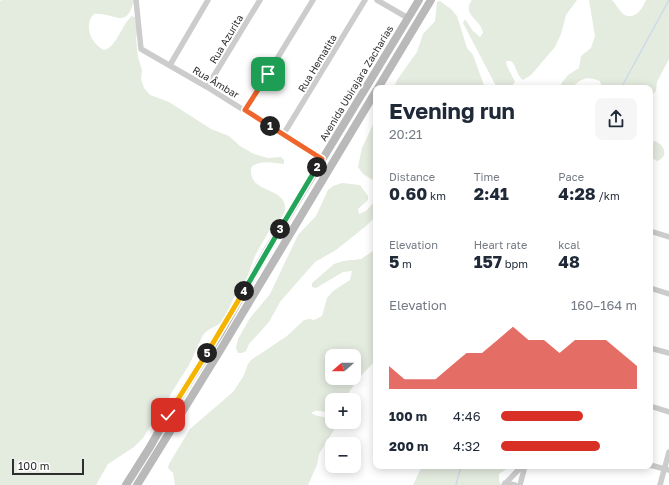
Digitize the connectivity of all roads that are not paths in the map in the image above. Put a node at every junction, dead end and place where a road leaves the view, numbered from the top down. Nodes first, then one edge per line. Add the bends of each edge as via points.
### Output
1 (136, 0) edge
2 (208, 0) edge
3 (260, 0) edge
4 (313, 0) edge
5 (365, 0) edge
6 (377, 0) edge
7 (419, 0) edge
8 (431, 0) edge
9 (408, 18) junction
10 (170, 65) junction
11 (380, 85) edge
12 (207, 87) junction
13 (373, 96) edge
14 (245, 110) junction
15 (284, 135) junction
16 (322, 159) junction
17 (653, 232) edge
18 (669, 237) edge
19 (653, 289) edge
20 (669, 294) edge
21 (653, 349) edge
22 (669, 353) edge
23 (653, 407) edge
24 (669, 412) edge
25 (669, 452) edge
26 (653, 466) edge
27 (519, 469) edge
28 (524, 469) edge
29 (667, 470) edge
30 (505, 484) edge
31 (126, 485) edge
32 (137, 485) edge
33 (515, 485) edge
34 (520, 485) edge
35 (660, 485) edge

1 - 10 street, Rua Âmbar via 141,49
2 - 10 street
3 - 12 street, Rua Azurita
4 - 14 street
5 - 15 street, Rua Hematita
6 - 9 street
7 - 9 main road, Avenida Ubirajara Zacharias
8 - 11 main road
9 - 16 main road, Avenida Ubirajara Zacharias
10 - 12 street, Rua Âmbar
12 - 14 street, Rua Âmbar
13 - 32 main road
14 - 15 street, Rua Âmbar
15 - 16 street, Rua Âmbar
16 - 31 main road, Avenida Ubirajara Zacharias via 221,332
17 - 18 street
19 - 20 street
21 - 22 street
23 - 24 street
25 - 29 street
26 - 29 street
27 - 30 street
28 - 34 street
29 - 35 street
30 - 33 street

· · ·

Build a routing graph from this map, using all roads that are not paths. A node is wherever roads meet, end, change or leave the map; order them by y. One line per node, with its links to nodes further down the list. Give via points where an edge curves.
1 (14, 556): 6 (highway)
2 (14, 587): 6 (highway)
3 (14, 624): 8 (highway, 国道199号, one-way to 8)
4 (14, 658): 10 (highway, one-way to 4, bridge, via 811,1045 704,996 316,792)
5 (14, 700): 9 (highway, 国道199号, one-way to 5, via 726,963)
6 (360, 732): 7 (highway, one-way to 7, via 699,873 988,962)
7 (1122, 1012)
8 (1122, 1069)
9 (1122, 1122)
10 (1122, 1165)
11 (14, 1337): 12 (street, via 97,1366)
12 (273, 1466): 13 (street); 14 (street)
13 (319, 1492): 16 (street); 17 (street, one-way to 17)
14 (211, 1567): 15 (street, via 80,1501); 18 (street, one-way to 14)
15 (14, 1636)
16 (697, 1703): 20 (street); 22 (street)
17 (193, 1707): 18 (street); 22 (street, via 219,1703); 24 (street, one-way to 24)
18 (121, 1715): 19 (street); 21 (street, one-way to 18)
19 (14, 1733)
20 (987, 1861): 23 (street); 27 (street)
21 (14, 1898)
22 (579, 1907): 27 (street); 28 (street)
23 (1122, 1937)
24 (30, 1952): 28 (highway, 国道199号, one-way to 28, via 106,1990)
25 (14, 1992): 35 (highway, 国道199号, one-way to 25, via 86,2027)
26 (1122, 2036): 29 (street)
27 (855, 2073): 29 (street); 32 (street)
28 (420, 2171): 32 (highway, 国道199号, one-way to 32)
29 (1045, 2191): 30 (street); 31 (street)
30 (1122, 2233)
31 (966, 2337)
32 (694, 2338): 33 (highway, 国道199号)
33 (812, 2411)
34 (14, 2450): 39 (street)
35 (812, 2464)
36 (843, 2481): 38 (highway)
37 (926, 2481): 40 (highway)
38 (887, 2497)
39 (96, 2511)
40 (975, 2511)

· · ·

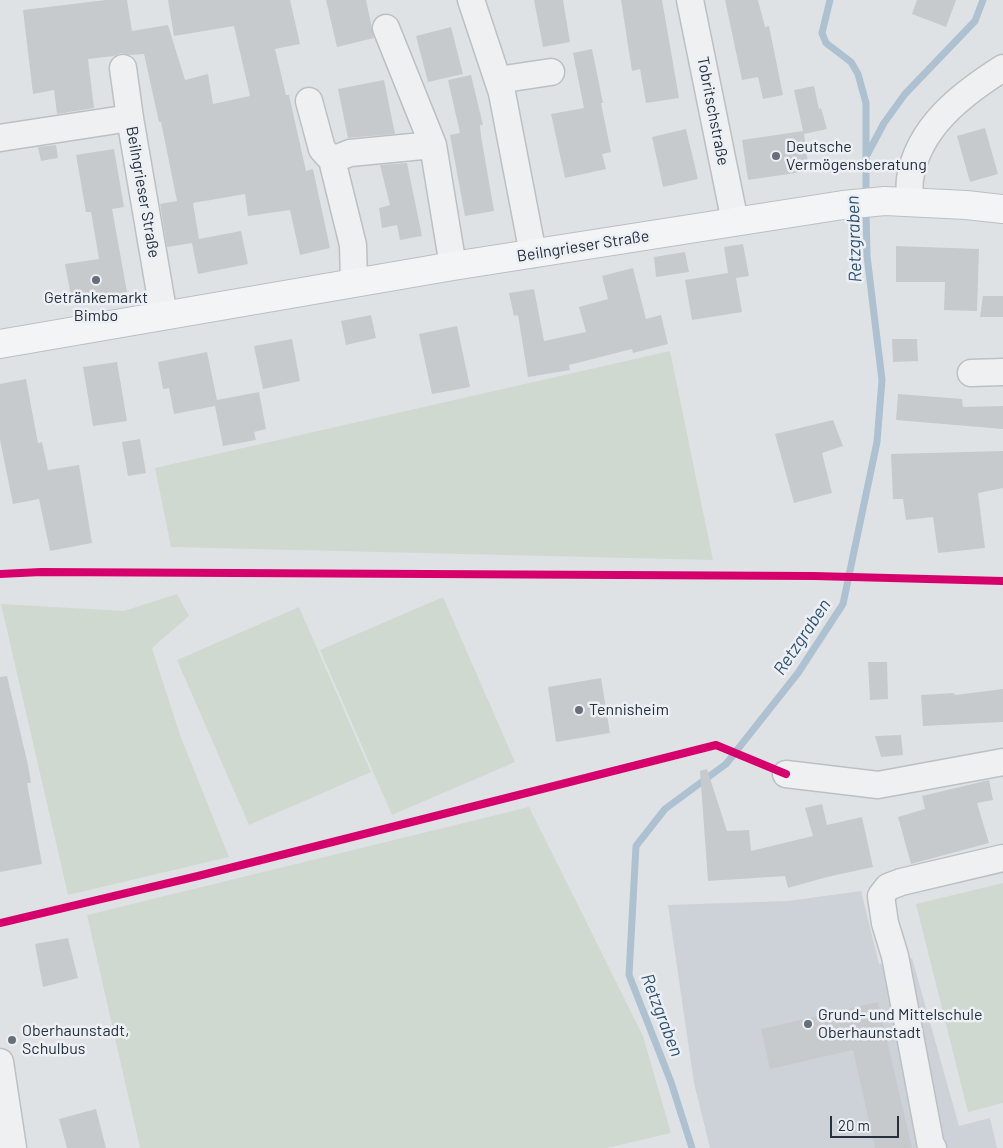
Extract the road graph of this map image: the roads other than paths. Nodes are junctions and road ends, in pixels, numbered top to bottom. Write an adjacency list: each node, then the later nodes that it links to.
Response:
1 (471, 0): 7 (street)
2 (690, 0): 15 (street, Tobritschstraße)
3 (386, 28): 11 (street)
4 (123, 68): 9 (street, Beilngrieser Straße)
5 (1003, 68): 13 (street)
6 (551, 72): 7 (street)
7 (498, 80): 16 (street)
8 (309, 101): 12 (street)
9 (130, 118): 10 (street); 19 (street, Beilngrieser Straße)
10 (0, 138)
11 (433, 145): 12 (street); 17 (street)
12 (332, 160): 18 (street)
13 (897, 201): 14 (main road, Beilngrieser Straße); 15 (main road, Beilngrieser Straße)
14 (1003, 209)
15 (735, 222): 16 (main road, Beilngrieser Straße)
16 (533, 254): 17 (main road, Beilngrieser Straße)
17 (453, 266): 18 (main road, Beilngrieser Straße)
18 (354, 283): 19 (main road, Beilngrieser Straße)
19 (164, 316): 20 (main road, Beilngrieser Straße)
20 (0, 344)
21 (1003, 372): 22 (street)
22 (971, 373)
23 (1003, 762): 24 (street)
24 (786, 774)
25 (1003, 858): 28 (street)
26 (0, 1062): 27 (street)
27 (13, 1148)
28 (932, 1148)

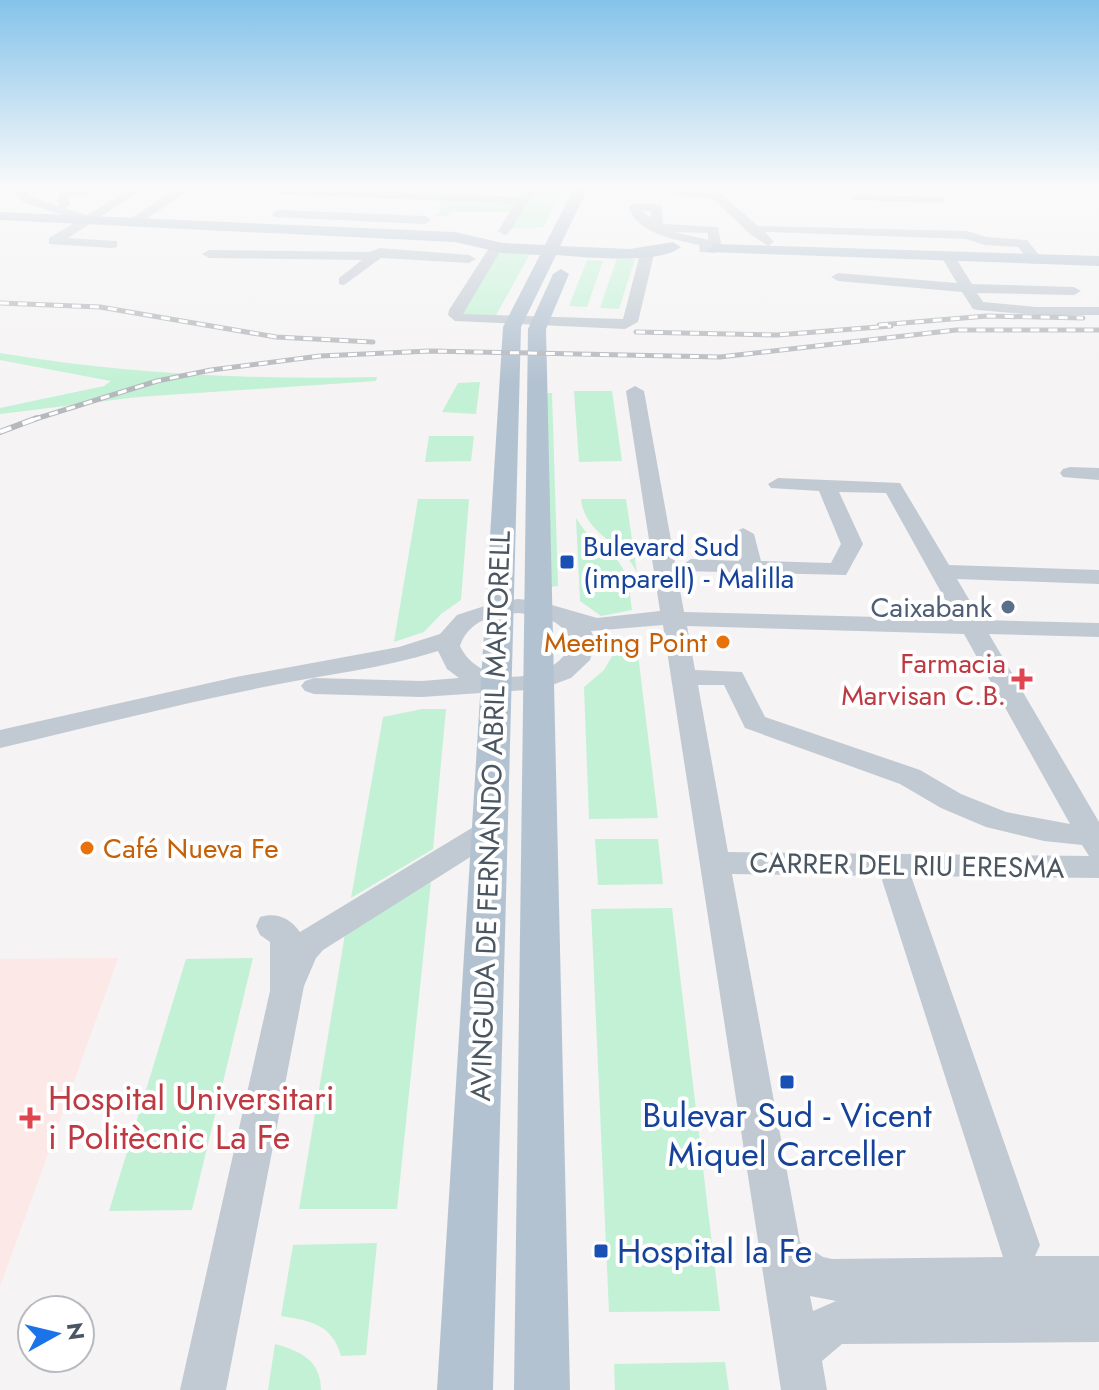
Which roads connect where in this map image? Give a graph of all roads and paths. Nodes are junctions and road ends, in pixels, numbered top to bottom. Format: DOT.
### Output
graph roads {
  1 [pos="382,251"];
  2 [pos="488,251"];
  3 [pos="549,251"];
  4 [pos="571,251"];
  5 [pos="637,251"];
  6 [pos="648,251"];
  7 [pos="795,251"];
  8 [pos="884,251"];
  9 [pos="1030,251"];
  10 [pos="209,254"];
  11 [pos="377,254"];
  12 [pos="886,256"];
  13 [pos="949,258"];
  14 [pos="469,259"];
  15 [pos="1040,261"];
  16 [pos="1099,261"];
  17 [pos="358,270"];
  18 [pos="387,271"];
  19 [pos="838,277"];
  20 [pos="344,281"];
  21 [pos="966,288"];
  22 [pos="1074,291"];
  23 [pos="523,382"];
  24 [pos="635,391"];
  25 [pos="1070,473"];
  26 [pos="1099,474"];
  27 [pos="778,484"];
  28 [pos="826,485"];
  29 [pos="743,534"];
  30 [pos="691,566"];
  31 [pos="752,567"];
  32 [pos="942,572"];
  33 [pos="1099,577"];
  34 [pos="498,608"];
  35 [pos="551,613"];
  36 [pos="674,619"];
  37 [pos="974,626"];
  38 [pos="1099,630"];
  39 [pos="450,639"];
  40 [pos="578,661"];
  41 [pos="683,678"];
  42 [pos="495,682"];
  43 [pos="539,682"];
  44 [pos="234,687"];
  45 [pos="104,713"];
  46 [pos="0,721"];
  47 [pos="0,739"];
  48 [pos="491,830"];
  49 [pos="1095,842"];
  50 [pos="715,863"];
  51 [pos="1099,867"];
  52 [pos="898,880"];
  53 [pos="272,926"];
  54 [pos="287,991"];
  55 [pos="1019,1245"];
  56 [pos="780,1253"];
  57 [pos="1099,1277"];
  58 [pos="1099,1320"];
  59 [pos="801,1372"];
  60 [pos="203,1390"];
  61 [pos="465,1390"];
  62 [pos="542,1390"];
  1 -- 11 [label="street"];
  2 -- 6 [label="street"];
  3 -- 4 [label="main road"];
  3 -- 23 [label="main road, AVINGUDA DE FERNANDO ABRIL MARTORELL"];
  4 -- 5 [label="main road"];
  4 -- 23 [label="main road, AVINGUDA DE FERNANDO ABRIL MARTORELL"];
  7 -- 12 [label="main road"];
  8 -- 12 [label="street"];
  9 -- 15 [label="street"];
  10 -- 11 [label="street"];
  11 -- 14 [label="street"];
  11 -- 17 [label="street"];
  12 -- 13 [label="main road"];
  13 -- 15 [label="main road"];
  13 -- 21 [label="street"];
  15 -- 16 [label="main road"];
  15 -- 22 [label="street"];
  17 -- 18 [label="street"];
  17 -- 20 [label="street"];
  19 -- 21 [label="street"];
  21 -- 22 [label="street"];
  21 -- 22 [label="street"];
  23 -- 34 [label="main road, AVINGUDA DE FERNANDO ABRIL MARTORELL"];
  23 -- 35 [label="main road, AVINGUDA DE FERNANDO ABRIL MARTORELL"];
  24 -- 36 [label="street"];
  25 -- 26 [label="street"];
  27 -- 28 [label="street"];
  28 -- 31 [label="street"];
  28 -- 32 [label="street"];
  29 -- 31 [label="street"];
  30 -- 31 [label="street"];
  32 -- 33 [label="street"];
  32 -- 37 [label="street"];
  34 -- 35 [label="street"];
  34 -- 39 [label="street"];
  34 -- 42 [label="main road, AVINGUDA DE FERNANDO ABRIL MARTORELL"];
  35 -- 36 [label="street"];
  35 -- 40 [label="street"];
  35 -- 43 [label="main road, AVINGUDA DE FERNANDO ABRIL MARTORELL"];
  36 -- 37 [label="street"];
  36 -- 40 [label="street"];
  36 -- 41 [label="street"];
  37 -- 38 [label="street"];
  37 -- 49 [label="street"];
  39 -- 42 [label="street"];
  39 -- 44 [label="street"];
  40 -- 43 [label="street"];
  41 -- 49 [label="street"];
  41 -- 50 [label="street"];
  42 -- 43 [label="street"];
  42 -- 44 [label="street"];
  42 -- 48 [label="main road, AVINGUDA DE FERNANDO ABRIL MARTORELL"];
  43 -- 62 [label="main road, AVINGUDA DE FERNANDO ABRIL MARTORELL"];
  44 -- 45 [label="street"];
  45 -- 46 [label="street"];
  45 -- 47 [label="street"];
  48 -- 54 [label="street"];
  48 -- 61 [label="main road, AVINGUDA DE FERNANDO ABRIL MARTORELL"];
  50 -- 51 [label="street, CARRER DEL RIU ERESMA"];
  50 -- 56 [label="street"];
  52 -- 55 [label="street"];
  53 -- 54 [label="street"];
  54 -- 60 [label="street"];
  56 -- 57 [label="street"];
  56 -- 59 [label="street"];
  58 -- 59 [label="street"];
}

· · ·

◆ **INSTRUCTIONS TO FOLLOW**: Report each line above that includes the string "junctions".

◆ **ANSWER BOX**:
Extract the road graph of this map image: the roads other than paths. Nodes are junctions and road ends, in pixels, numbered top to bottom. Write an adjacency list: each node, then the later nodes that it links to.
Which roads connect where in this map image? Give a graph of all roads and paths. Nodes are junctions and road ends, in pixels, numbered top to bottom. Format: DOT.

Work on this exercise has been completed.